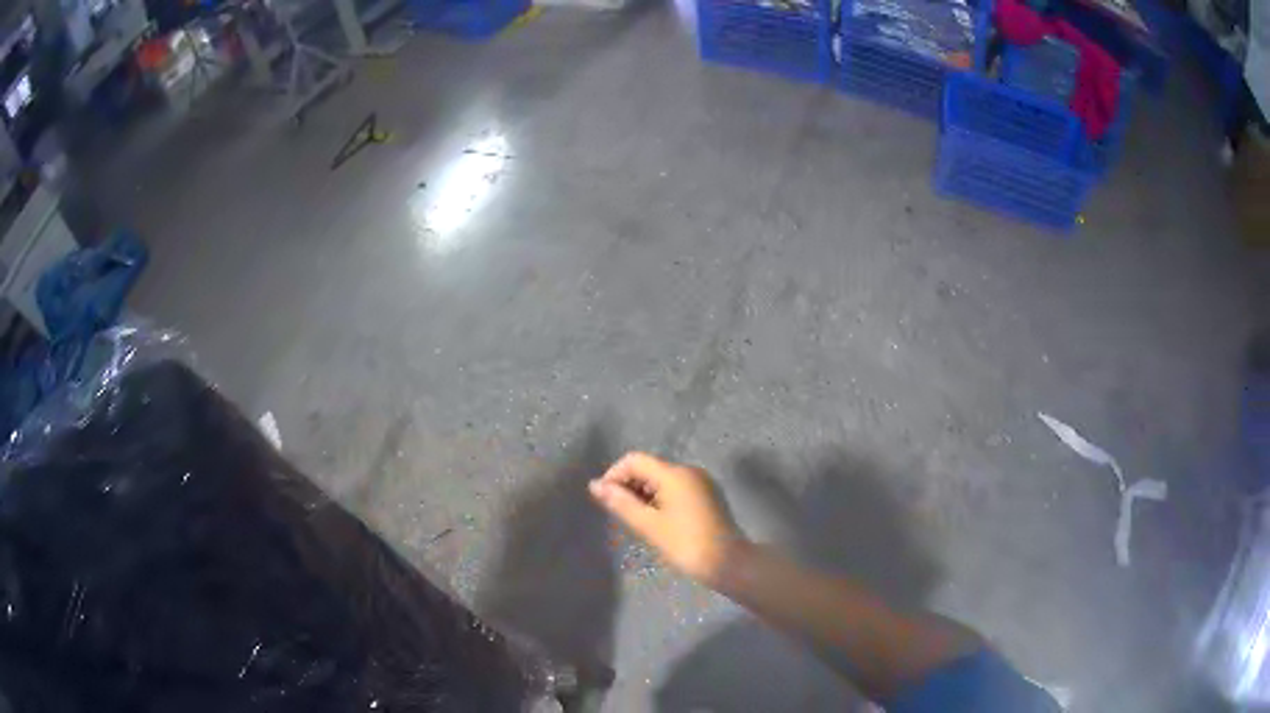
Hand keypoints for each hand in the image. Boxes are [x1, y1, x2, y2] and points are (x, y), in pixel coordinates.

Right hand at [589, 452, 741, 585]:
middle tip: (618, 516)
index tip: (605, 500)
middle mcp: (689, 471)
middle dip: (629, 487)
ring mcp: (701, 483)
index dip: (614, 475)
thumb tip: (594, 485)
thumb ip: (620, 502)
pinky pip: (676, 489)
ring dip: (644, 495)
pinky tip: (657, 523)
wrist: (728, 563)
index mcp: (674, 473)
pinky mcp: (708, 496)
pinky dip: (660, 500)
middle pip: (648, 468)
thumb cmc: (685, 544)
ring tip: (636, 522)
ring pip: (662, 480)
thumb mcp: (648, 525)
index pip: (634, 460)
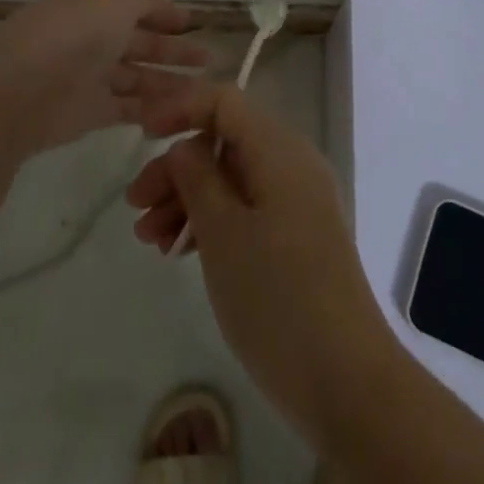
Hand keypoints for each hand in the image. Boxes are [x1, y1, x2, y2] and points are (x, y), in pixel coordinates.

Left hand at [0, 0, 201, 159]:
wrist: (17, 91)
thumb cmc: (72, 33)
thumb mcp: (115, 1)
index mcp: (94, 2)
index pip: (135, 4)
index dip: (164, 12)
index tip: (194, 20)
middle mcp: (92, 35)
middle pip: (139, 41)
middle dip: (172, 48)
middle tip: (209, 57)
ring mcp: (91, 75)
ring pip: (138, 75)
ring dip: (168, 79)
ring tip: (204, 88)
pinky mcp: (90, 111)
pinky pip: (128, 106)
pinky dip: (153, 107)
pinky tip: (181, 110)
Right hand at [125, 78, 397, 442]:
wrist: (347, 382)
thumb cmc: (277, 297)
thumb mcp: (223, 232)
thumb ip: (197, 177)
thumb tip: (185, 147)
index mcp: (279, 149)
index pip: (224, 100)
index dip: (180, 106)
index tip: (140, 133)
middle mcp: (292, 163)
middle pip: (224, 141)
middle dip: (176, 166)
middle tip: (136, 205)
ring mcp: (297, 201)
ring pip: (231, 178)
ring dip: (187, 198)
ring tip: (150, 240)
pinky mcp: (297, 236)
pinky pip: (246, 208)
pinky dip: (212, 221)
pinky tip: (179, 250)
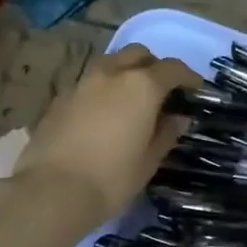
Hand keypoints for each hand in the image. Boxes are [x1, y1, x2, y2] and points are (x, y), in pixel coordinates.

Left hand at [14, 45, 201, 230]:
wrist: (51, 192)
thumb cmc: (111, 178)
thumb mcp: (149, 161)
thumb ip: (166, 133)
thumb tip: (178, 118)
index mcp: (141, 86)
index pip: (173, 68)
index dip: (188, 77)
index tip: (196, 90)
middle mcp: (112, 74)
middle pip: (138, 54)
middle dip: (154, 66)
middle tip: (161, 91)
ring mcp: (82, 83)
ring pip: (111, 64)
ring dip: (125, 73)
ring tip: (131, 101)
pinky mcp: (60, 98)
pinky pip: (89, 83)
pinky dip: (103, 90)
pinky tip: (103, 115)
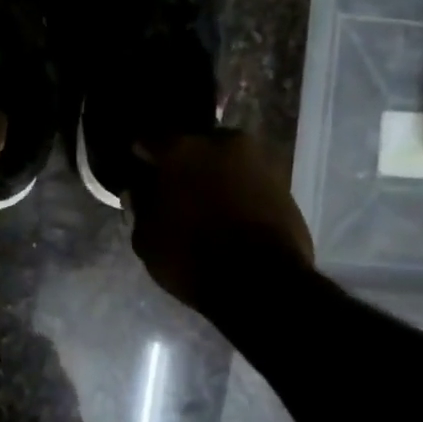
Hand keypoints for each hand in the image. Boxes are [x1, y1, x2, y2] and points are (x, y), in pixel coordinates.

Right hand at [128, 132, 313, 312]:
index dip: (141, 156)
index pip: (149, 139)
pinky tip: (229, 212)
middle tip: (175, 187)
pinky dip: (238, 190)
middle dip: (183, 162)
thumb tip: (139, 190)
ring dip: (214, 175)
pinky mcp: (284, 181)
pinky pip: (249, 179)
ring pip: (225, 160)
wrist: (263, 282)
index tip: (138, 170)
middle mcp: (221, 142)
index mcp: (181, 148)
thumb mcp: (147, 239)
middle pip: (194, 145)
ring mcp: (258, 159)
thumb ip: (140, 206)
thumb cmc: (192, 256)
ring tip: (206, 203)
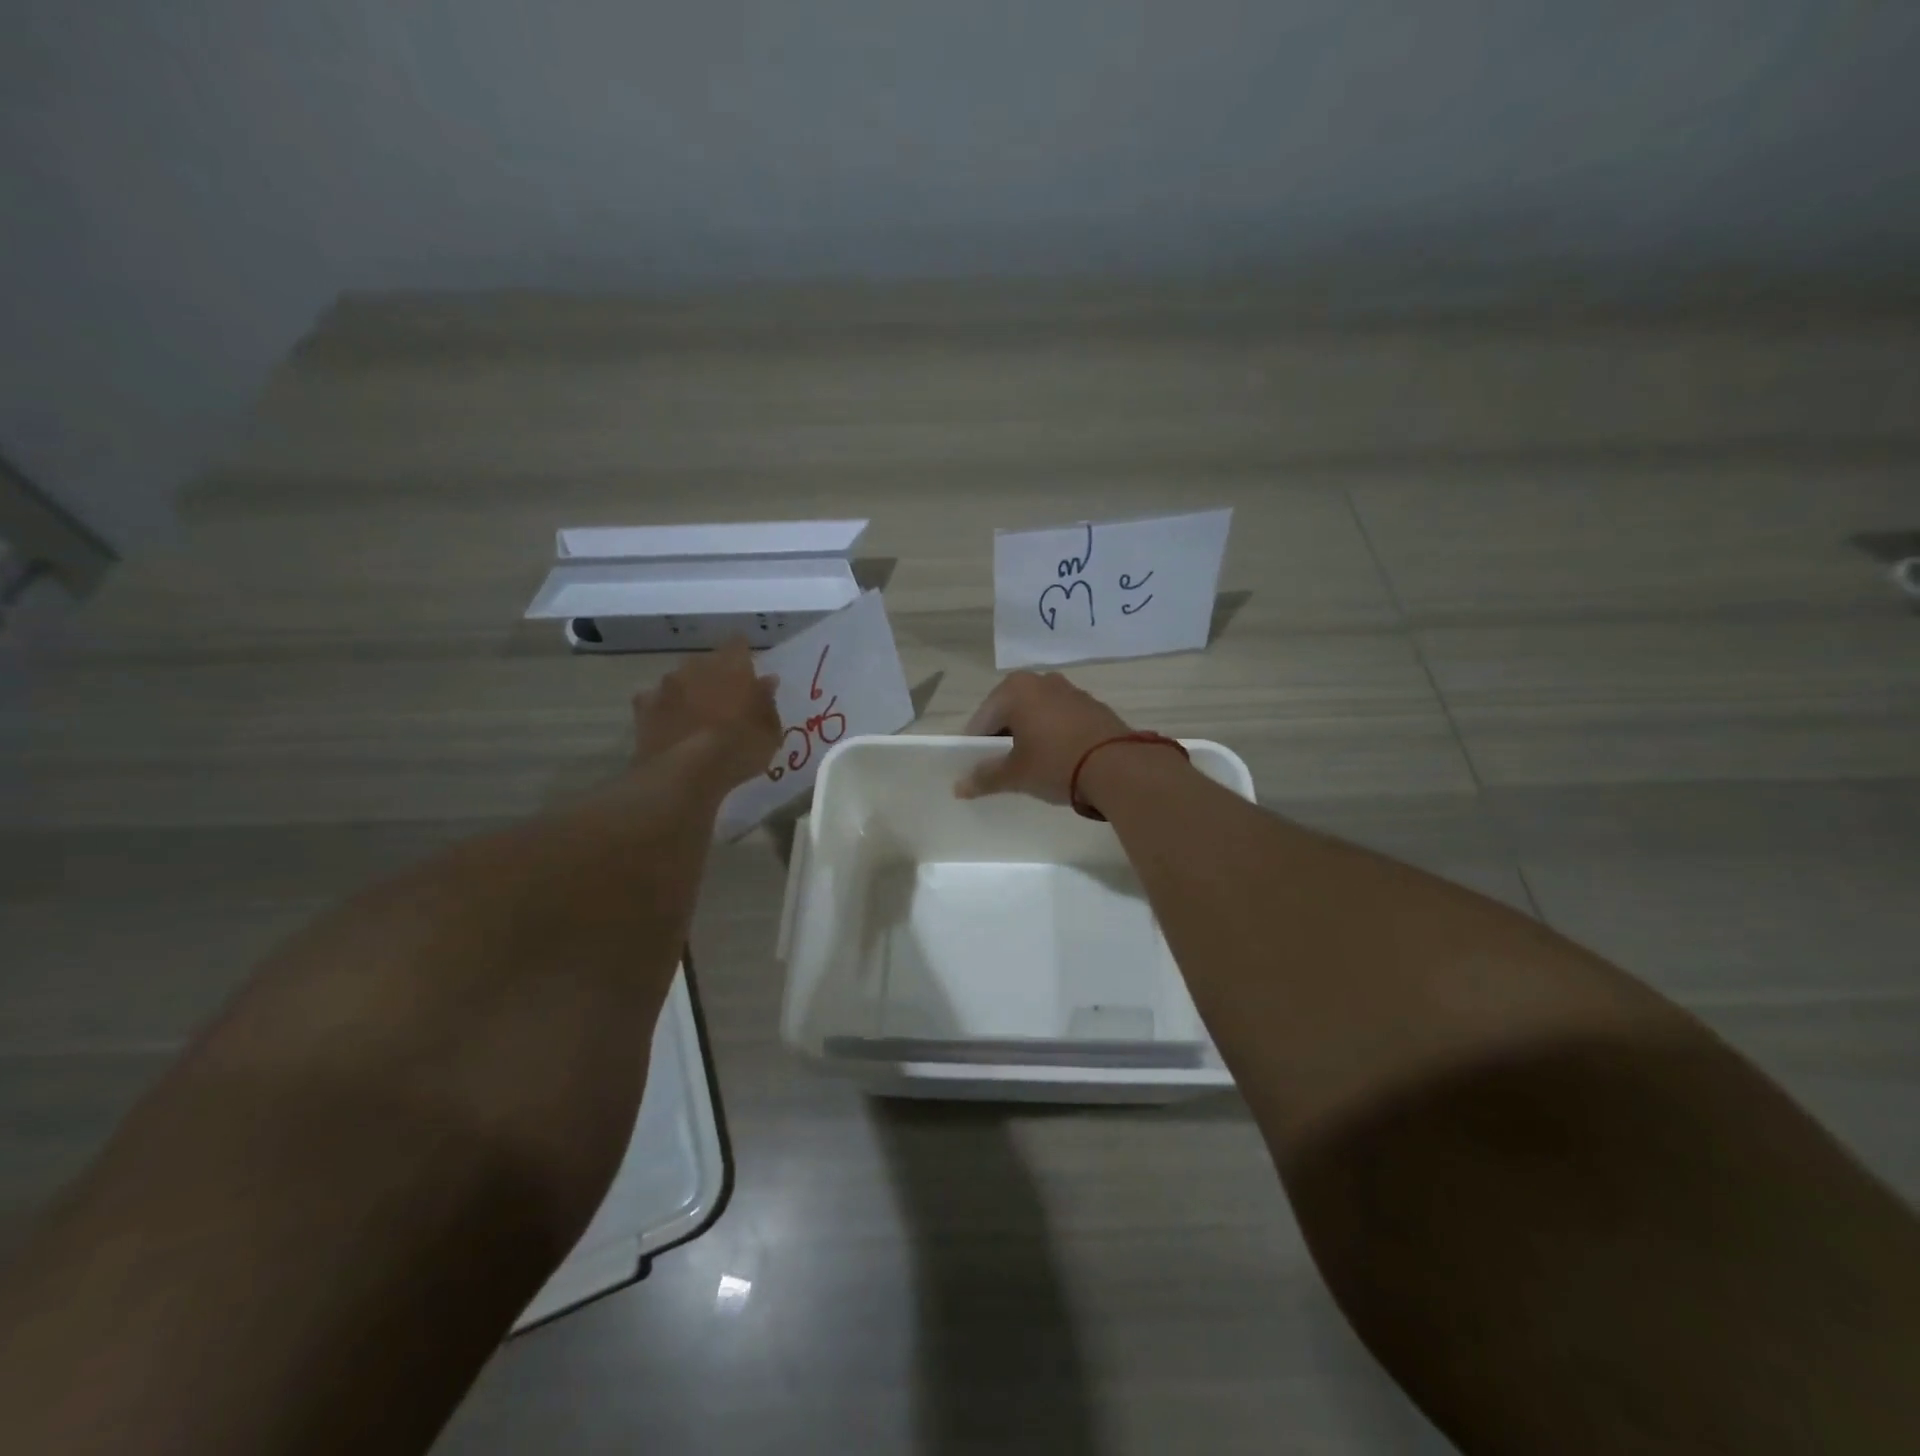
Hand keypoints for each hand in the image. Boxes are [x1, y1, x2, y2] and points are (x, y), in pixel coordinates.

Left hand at [632, 638, 781, 791]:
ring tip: (697, 716)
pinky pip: (656, 701)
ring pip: (680, 679)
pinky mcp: (643, 707)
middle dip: (715, 675)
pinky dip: (664, 709)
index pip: (738, 644)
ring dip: (689, 691)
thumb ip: (767, 702)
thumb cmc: (739, 749)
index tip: (749, 671)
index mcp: (732, 666)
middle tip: (726, 700)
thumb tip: (766, 682)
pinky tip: (671, 726)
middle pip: (707, 662)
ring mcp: (666, 685)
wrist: (685, 773)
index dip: (743, 655)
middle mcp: (697, 666)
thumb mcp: (770, 732)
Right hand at [955, 671, 1133, 803]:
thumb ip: (984, 778)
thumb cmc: (1056, 763)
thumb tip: (959, 787)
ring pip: (1036, 714)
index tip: (976, 769)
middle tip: (1001, 768)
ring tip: (1030, 765)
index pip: (981, 719)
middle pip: (1009, 712)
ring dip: (1028, 735)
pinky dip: (1052, 734)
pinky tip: (1057, 759)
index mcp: (1015, 689)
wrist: (1119, 767)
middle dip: (1002, 738)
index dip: (974, 746)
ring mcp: (1070, 690)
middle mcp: (1041, 680)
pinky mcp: (1092, 705)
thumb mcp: (1015, 775)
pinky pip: (1060, 719)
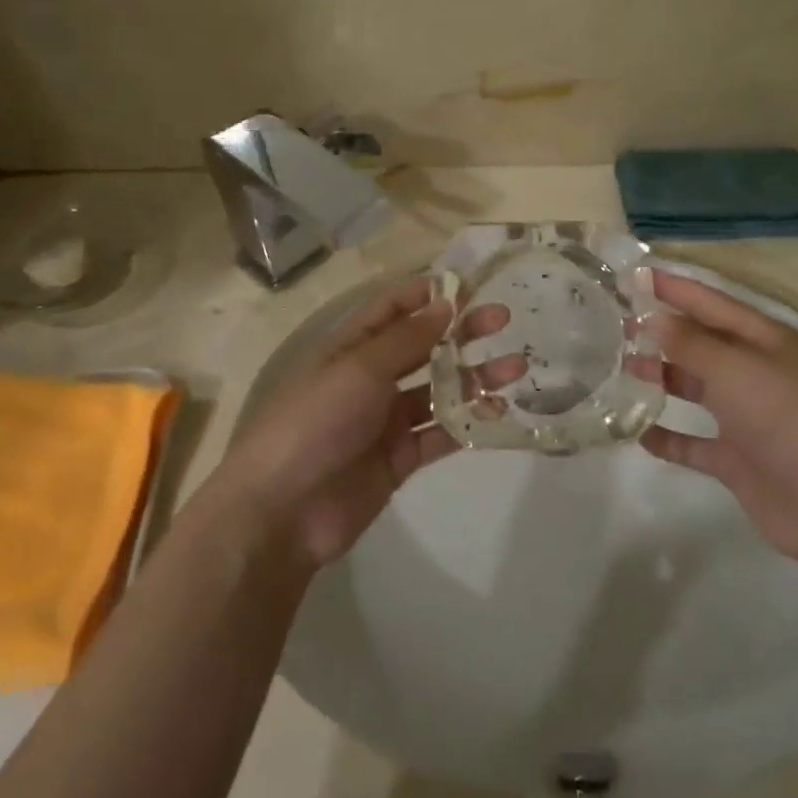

Work to be completed
Take the entries shown above and quote them verbatim, passing over the pictures.

Task output
Hand keypoints for each hand in the image. Boxes are [x1, y1, x2, y2] and points are (x, y), in pixel coordinates.

Right hand at [589, 452, 741, 585]:
middle tip: (618, 516)
index tip: (605, 500)
middle mcp: (689, 471)
middle dip: (629, 487)
ring mcp: (701, 483)
index dip: (614, 475)
thumb tip: (594, 485)
thumb ip: (620, 502)
pinky pip: (676, 489)
ring dip: (644, 495)
pinky tip: (657, 523)
wrist: (728, 563)
index mcp: (674, 473)
pinky mcp: (708, 496)
pinky dip: (660, 500)
middle pip: (648, 468)
thumb cmc: (685, 544)
ring tip: (636, 522)
ring pip: (662, 480)
thumb mcp: (648, 525)
index pip: (634, 460)
Hand keypoints for each hand in the image. Boxes are [x1, y1, x2, y2] and points are (x, y), in pixel coordinates.

Left hand at [0, 0, 201, 159]:
wrist: (17, 91)
thumb cmc: (72, 33)
thumb mcp: (115, 1)
index mcp: (94, 2)
index pip: (135, 4)
index dip: (164, 12)
index tip: (194, 20)
middle mcp: (92, 35)
middle pip: (139, 41)
middle dip: (172, 48)
middle tip: (209, 57)
ring mcp: (91, 75)
ring pip: (138, 75)
ring dip: (168, 79)
ring tip: (204, 88)
pinky mcp: (90, 111)
pinky pip: (128, 106)
pinky dip: (153, 107)
pinky tip: (181, 110)
Right hand at [125, 78, 397, 442]:
wrist: (347, 382)
thumb cmc: (277, 297)
thumb mcp: (223, 232)
thumb ip: (197, 177)
thumb tip: (185, 147)
index mcp: (279, 149)
index pip: (224, 100)
index dip: (180, 106)
index tip: (140, 133)
middle mcp: (292, 163)
middle pip: (224, 141)
middle dip: (176, 166)
middle tip: (136, 205)
ring mcp: (297, 201)
ring pip: (231, 178)
ring dip: (187, 198)
ring tip: (150, 240)
pinky mcp: (297, 236)
pinky pip: (246, 208)
pinky dip: (212, 221)
pinky tip: (179, 250)
Hand keypoints for each hand in the image. Boxes are [x1, y1, x2, y2] and points are (x, y), in pixel coordinates.

Left hand at [14, 45, 201, 230]:
wrist: (51, 192)
thumb cmc: (111, 178)
thumb mcp: (149, 161)
thumb ip: (166, 133)
thumb tip: (178, 118)
index mcp: (141, 86)
index pip: (173, 68)
index dip: (188, 77)
index tip: (196, 90)
middle mcp: (112, 74)
middle pip: (138, 54)
middle dip: (154, 66)
middle tip: (161, 91)
ring mcp: (82, 83)
ring pip: (111, 64)
ring dip: (125, 73)
ring tip: (131, 101)
pinky mcp: (60, 98)
pinky pip: (89, 83)
pinky dip: (103, 90)
pinky tip: (103, 115)
Hand keypoints for each hand in the image. Boxes are [x1, y1, x2, y2] and points are (x, y), in pixel coordinates.

Right hand at [128, 132, 313, 312]:
index dip: (141, 156)
index pip: (149, 139)
pinky tip: (229, 212)
middle tip: (175, 187)
pinky dip: (238, 190)
middle dip: (183, 162)
thumb tip: (139, 190)
ring dip: (214, 175)
pinky mcp: (284, 181)
pinky pip: (249, 179)
ring pip: (225, 160)
wrist: (263, 282)
index tip: (138, 170)
middle mcp: (221, 142)
index mcp: (181, 148)
thumb mcp: (147, 239)
middle pip: (194, 145)
ring mcp: (258, 159)
thumb ip: (140, 206)
thumb cmc: (192, 256)
ring tip: (206, 203)
Hand keypoints for each hand in the image. Boxes are [x1, y1, x2, y2] and points are (x, y), in pixel coordinates.

Left hand at [632, 638, 781, 791]:
ring tip: (697, 716)
pinky pip: (656, 701)
ring pip: (680, 679)
pinky mcp: (643, 707)
middle dip: (715, 675)
pinky dip: (664, 709)
index pip: (738, 644)
ring dip: (689, 691)
thumb ip: (767, 702)
thumb cmc: (739, 749)
index tip: (749, 671)
index mcp: (732, 666)
middle tip: (726, 700)
thumb tip: (766, 682)
pinky tip: (671, 726)
middle pip: (707, 662)
ring mcp: (666, 685)
wrist: (685, 773)
index dip: (743, 655)
middle mcp: (697, 666)
thumb mcp: (770, 732)
Right hand at [955, 671, 1133, 803]:
thumb ip: (984, 778)
thumb cmc: (1056, 763)
thumb tip: (959, 787)
ring pip: (1036, 714)
index tip: (976, 769)
middle tip: (1001, 768)
ring tip: (1030, 765)
index pip: (981, 719)
middle pip: (1009, 712)
ring dip: (1028, 735)
pinky dip: (1052, 734)
pinky tip: (1057, 759)
index mcp: (1015, 689)
wrist: (1119, 767)
middle dip: (1002, 738)
index dip: (974, 746)
ring mcp: (1070, 690)
middle mcp: (1041, 680)
pinky mcp: (1092, 705)
thumb mcp: (1015, 775)
pinky pip: (1060, 719)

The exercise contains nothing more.